【実証実験結果】商品評価を実店舗で見える化 「店舗の星」はなぜワイン・酒に効果大なのか?

2024年7月30日
Pocket
【実証実験結果】商品評価を実店舗で見える化 「店舗の星」はなぜワイン・酒に効果大なのか?

当社トラース・オン・プロダクトは6月20日、千葉県を中心に展開するスーパーマーケット「Y’smart」(ワイズマート)で行った流通小売店向けDX製品「店舗の星」の実証実験結果を公表しました。今回のコラムでは、その結果についてご報告します。

売れる商品棚を作るDX店舗活性プロダクト「店舗の星」
売れる商品棚を作るDX店舗活性プロダクト「店舗の星」
店舗の星は、商品に関する消費者評価(ソーシャルプルーフ)をネット上よりクラウドエンジンがスクレイピングし、リアル店舗に落とし込み表示する為のシステムです。

流通小売店向けDX製品「店舗の星」とは?

図1:店舗の星の構成イメージ

[図1:店舗の星の構成イメージ]

店舗の星は、スーパーなどの小売店舗に電子POPとして掲示する端末と、クラウド上で動作するシステムから成り立っています。

現在インターネット上には、店頭に並ぶさまざまな商品への消費者からの評価・口コミがあふれています。店舗の星クラウドシステムは、それらの評価を「スクレイピング」によってインターネット上から収集し、店頭に掲示する端末に星を表示し、商品の評価を表します。つまり、星の評価が高い(=星の数が多い)ほど、インターネット上での消費者からの評価が高いと言えます。星の表示が多い商品を購入した場合、商品への満足度も高く、購入に失敗しにくいと言えるでしょう。また、商品の評価はさまざまなWEBサイトから収集しているので、偏った評価になりにくいと考えることができます。
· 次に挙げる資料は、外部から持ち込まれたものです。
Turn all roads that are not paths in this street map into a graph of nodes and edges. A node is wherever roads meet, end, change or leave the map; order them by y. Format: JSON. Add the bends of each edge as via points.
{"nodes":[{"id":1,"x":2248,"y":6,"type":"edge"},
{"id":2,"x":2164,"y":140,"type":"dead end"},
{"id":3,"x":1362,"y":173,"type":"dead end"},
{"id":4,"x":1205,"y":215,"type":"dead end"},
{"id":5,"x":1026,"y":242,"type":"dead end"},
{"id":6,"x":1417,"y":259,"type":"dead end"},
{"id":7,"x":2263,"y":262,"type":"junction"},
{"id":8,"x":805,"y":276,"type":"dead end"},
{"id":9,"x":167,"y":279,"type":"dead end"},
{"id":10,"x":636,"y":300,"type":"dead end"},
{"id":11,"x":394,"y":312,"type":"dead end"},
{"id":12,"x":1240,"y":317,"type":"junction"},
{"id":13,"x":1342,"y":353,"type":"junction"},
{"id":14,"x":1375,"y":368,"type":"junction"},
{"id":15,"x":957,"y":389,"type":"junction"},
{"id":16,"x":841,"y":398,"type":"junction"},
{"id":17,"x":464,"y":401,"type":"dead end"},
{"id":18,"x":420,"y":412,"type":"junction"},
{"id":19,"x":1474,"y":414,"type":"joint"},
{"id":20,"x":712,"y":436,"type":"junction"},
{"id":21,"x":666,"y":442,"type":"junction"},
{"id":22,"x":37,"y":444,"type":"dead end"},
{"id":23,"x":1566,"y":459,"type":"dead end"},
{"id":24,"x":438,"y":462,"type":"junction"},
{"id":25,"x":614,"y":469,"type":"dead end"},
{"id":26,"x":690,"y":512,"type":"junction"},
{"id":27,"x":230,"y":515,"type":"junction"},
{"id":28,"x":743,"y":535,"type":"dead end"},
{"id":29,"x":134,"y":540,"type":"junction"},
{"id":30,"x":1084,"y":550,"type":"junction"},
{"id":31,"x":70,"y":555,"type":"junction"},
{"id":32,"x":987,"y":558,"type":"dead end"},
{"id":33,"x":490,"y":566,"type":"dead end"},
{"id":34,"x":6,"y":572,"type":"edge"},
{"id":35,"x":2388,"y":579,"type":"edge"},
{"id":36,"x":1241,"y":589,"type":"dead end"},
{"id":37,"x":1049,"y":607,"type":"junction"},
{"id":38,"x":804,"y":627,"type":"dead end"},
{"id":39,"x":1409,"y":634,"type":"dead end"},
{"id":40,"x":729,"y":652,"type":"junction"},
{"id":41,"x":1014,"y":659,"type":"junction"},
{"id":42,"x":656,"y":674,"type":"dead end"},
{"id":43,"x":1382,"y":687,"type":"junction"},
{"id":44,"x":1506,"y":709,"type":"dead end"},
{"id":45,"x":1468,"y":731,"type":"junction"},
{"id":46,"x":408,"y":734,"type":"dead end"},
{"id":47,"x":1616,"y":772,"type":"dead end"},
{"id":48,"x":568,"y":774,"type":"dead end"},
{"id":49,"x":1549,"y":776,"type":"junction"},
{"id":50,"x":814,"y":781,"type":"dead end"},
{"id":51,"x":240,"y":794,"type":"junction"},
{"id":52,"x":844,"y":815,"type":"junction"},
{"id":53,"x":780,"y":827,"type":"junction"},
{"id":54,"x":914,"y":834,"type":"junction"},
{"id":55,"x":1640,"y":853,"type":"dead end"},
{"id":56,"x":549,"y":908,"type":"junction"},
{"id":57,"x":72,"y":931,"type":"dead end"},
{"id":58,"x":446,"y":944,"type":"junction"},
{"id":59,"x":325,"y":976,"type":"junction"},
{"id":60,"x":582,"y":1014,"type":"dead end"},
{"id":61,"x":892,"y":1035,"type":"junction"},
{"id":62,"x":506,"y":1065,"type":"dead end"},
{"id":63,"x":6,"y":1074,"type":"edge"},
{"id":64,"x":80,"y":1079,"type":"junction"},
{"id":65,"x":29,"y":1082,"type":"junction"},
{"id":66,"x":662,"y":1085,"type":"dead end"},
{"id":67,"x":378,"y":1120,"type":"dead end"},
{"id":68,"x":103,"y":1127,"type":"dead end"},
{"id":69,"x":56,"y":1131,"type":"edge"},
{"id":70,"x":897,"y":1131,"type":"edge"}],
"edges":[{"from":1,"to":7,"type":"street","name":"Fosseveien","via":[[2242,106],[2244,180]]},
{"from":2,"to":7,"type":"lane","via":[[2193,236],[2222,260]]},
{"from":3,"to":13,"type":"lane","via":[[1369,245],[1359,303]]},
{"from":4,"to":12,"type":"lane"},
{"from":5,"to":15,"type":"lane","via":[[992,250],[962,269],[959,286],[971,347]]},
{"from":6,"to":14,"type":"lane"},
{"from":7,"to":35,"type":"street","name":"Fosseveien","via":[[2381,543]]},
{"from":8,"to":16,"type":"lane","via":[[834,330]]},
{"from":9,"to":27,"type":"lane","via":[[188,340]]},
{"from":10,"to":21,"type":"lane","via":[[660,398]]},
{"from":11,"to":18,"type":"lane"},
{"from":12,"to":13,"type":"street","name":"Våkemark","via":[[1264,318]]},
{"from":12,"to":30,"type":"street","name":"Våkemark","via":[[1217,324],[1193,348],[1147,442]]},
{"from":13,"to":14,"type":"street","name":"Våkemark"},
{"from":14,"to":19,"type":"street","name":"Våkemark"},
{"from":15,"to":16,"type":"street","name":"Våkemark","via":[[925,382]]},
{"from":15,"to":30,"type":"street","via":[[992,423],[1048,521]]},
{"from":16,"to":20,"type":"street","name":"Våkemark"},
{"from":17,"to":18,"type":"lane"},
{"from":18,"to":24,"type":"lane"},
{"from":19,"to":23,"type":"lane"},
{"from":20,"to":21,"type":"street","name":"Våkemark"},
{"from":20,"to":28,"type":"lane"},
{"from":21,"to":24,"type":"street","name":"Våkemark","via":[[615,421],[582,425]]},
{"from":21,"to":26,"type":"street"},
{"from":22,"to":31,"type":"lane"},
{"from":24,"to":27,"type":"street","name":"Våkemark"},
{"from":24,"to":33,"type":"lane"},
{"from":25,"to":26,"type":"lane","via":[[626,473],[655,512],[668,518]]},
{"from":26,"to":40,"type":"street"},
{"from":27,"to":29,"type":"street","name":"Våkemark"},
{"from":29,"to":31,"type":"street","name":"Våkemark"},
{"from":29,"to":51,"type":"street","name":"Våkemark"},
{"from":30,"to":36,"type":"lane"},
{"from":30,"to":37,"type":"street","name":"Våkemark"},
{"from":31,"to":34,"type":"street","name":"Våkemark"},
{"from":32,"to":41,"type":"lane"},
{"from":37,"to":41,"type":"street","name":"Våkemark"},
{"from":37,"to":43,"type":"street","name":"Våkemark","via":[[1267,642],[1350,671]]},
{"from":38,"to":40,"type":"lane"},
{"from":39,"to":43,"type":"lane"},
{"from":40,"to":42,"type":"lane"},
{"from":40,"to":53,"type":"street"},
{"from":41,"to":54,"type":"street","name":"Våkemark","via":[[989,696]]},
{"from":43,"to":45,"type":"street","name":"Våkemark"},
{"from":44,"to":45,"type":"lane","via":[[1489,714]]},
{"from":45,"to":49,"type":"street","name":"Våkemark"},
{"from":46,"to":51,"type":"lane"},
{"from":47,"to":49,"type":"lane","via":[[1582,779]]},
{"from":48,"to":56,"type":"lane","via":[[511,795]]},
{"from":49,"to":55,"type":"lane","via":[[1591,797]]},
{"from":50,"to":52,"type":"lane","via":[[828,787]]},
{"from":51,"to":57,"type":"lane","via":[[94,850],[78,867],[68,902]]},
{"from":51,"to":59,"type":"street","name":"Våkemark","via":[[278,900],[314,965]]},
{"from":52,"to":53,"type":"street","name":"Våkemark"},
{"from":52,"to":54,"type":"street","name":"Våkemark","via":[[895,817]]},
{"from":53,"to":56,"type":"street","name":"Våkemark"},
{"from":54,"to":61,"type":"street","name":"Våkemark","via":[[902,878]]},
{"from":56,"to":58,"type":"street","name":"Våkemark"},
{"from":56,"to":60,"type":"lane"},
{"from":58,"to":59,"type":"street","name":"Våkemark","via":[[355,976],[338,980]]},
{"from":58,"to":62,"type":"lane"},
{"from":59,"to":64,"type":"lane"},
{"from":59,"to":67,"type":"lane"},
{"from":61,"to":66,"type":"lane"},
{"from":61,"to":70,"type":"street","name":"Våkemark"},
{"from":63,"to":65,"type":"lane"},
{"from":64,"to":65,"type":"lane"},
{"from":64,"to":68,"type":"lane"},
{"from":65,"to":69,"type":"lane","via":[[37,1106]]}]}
トラース・オン・プロダクトでは、2020年から「ネット上に点在する消費者評価を集め、リアル店舗の商品に対してその消費者評価を“見える化”する技術」について研究を重ね、2023年に特許を取得。OMO戦略の根幹となる価値の高い技術として認められています。

インターネット上の商品評価を収集「スクレイピング」とは?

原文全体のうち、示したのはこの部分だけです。